Your goal> Go through the lines below and copy any that hold the string "dead".

Records for processing>
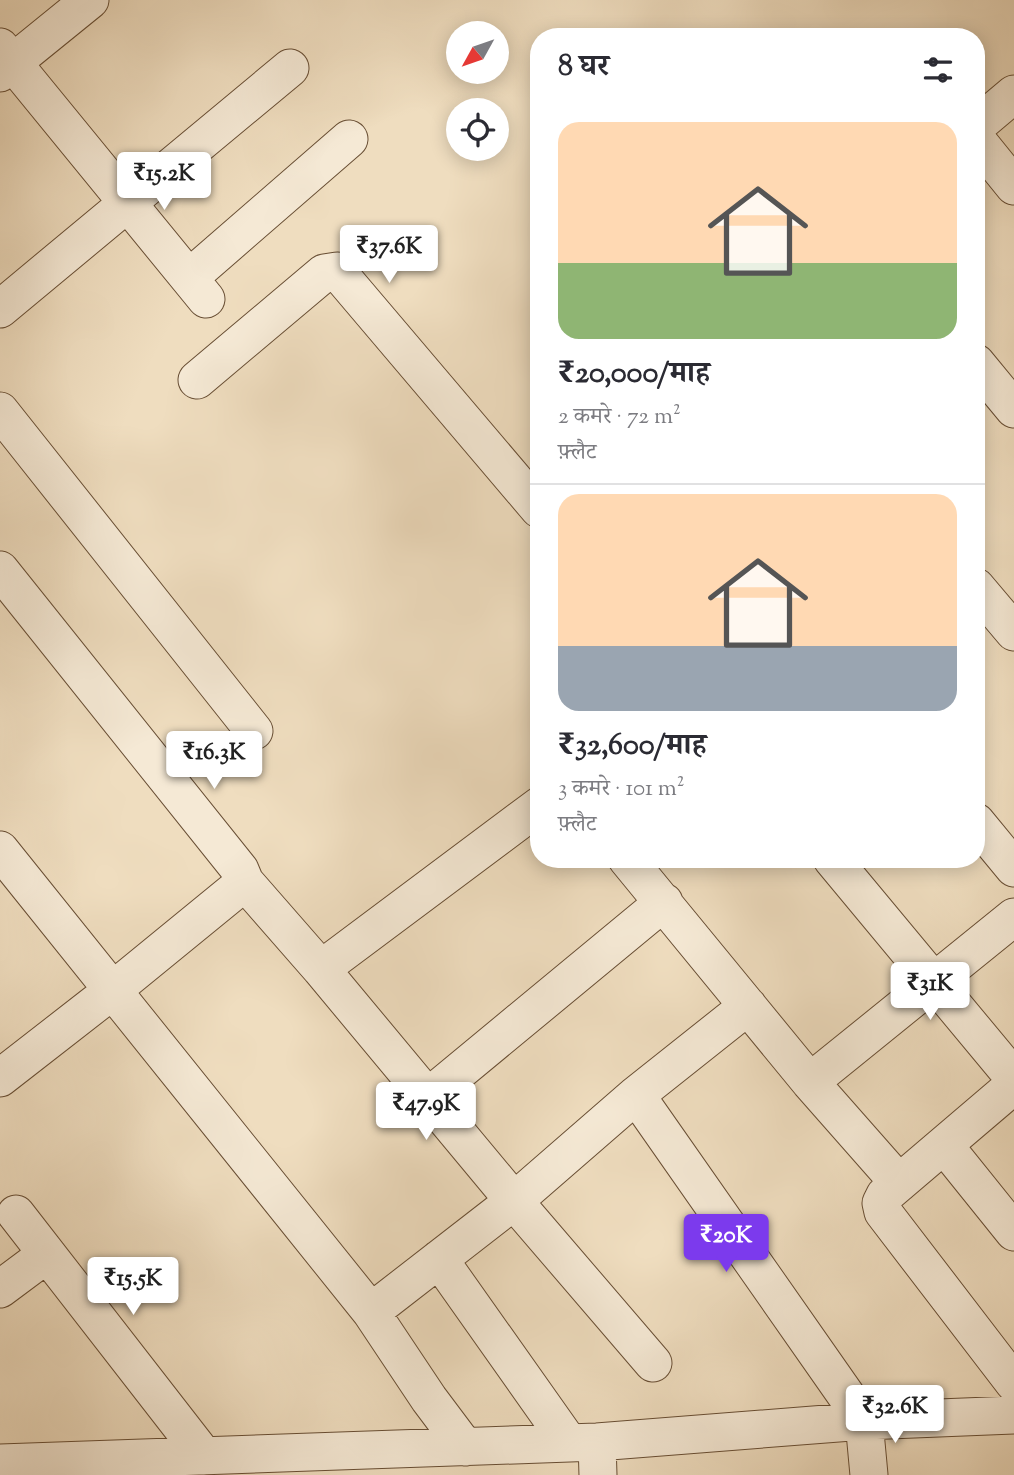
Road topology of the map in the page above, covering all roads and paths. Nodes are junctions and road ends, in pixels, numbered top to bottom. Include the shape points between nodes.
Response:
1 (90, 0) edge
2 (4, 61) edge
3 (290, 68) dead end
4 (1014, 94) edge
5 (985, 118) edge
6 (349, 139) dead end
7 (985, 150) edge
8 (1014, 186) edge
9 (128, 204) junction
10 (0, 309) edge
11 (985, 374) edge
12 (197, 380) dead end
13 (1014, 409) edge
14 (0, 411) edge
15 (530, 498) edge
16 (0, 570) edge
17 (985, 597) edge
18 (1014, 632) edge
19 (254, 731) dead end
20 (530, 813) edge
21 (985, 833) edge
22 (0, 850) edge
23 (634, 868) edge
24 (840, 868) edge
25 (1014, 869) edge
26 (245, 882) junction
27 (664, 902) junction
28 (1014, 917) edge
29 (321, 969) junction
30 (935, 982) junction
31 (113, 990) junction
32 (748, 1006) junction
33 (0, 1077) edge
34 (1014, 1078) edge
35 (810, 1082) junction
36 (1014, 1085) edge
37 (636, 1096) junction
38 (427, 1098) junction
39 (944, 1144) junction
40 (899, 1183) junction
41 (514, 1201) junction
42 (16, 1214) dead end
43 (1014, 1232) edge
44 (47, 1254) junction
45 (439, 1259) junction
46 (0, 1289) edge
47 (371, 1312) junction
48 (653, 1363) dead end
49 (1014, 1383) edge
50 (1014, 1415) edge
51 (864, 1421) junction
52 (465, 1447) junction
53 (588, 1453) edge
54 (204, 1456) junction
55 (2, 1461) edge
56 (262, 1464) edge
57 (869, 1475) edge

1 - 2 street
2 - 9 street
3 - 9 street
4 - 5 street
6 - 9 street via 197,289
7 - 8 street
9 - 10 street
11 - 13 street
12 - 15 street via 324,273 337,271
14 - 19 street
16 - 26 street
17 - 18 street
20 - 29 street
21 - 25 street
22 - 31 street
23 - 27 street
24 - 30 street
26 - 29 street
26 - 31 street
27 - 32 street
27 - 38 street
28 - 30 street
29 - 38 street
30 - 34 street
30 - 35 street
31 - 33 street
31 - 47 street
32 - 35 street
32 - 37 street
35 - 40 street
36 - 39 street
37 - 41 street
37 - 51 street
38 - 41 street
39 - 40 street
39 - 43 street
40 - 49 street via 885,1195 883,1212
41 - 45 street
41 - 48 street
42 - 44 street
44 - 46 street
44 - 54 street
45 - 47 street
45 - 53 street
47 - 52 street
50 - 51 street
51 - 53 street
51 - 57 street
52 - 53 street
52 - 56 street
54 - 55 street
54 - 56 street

Answer below>
3 (290, 68) dead end
6 (349, 139) dead end
12 (197, 380) dead end
19 (254, 731) dead end
42 (16, 1214) dead end
48 (653, 1363) dead end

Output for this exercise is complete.